All of these meetings will take place at the Holiday Inn National Airport Hotel again, which is located at 2650 Jefferson Davis Highway in Arlington, Virginia.  Room reservations can be made by calling either 1-800-Holiday, or calling the hotel directly at 1-703-684-7200.  Rates are $119 per night plus tax, for singles and doubles.  When calling to reserve a room, don’t forget to mention that it is for the American Council of the Blind meetings.  Make your reservations early!  More information about the meetings themselves will be coming soon.

The ACB Legislative Seminar begins Sunday, February 27, 2011 and will conclude with visits to congressional offices March 1st.  The host hotel is the Holiday Inn in Arlington, Virginia.  ACB will be sending out registration forms.

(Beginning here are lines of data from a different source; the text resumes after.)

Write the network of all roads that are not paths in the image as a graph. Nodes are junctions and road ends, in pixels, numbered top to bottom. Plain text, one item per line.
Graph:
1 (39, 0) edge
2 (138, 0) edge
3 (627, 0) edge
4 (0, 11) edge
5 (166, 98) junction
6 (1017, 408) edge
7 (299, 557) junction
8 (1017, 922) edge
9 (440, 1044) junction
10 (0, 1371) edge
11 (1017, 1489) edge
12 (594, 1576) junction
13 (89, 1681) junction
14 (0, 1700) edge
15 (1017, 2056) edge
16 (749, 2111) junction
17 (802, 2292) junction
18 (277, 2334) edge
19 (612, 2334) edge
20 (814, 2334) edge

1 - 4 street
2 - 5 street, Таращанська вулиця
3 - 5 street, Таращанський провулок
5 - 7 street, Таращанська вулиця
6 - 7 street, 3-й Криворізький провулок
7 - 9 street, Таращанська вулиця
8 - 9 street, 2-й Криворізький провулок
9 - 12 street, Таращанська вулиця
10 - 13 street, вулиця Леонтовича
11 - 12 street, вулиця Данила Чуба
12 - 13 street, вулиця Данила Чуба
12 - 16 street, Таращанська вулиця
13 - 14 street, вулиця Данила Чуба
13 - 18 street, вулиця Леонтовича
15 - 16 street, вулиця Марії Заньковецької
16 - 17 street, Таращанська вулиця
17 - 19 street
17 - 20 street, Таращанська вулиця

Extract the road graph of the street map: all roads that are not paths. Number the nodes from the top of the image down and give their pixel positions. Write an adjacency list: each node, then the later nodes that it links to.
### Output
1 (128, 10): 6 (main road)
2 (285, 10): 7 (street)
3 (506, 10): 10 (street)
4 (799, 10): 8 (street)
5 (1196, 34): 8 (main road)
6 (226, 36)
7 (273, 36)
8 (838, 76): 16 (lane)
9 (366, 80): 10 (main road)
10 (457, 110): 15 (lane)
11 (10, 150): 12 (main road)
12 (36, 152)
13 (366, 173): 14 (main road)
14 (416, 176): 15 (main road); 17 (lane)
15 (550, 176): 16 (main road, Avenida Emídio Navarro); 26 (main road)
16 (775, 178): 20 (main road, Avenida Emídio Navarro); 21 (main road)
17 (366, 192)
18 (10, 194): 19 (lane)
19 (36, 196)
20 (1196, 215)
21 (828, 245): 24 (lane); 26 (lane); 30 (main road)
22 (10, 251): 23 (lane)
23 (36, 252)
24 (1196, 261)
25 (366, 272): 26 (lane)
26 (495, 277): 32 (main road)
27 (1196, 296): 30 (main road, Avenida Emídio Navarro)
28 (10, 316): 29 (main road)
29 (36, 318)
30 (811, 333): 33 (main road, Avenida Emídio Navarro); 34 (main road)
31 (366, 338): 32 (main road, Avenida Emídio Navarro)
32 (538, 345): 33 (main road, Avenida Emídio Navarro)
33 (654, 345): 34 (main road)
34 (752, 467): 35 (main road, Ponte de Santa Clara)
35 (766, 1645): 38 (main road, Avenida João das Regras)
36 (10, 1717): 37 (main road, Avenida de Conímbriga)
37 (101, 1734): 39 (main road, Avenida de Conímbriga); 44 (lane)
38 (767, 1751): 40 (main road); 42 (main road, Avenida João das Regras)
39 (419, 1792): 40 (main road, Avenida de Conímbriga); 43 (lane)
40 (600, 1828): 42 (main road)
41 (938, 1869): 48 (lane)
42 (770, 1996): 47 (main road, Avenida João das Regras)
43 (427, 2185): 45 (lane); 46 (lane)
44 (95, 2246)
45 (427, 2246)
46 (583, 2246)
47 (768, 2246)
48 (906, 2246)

Get to know your legislators.  On the national and state level get to know who represents you.  Call the state and national offices and congratulate your representatives on their election or re-election.  It does not matter if you agree or disagree with their views; let them know you are interested and concerned about laws that affect your life and your pocketbook.  Although the BEA is gone the road continues to be covered with land mines.  We must continue to fight for the rights of all Randolph-Sheppard managers.


The U.S. Mint said it will update the design of the Native American $1 coin next year, leaving the familiar portrait of Sacagawea on the obverse (heads) side while replacing the reverse with a new image of a peace pipe being passed from hands.

The Native American $1 Coin Program, mandated by Congress, requires the U.S. Mint to issue $1 coins featuring designs celebrating the important contributions made by Indian tribes and individual Native Americans to the history and development of the United States. It issued the first coin in the program in 2009, which celebrates agriculture with the representation of a Native American woman planting seeds in a field on the reverse.

Next year's coin commemorates a historic event that occurred in 1621 when Puritan English settlers at Plymouth Bay forged an alliance with the Wampanoag Nation, a group of tribes that lived in what is now southeastern Massachusetts and Rhode Island. It was the first formal written peace treaty between the Wampanoag and European settlers.

The reverse design includes the required inscriptions, "United States of America" and "$1" along with the additional inscription "Wampanoag Treaty 1621." It was designed by Richard Masters, an artist in the Mint's Artistic Infusion Program, and sculpted by the Mint's Joseph Menna.

The obverse (Sacagawea) design, introduced in 2000, was created by sculptor Glenna Goodacre. Inscriptions on the obverse are "Liberty" and "In God We Trust."

Like the Presidential $1 coins, the Native American $1 Coins are minted in a distinctive golden color with the year, mintmark and "E Plurbius Unum" edge-lettered.

The Mint gave no date for release of the 2011 Native American $1 coin. Four new U.S. Presidential coins will also be issued in 2011. While Presidential coins have proven more popular with collectors, the law requires at least 20% of $1 coins minted each year to be of the Native American series.


The U.S. Senate has passed the Coin Modernization, Oversight, and Continuity Act of 2010, which is endorsed by the National Automatic Merchandising Association (NAMA).  The legislation, designated H.R. 6162, passed the House several weeks ago, passed the Senate on December 1, and is now on its way to President Obama.  The bill requires the Treasury to consider the effects on payment validation systems, when evaluating the coin compositions. 

“This is a major victory for every member of the vending industry” says NAMA senior vice-president of governmental affairs Ned Monroe.  “New coin validation costs have been estimated to cost our members millions of dollars, and now with this legislation we have successfully protected them from potential unnecessary and costly burdens.”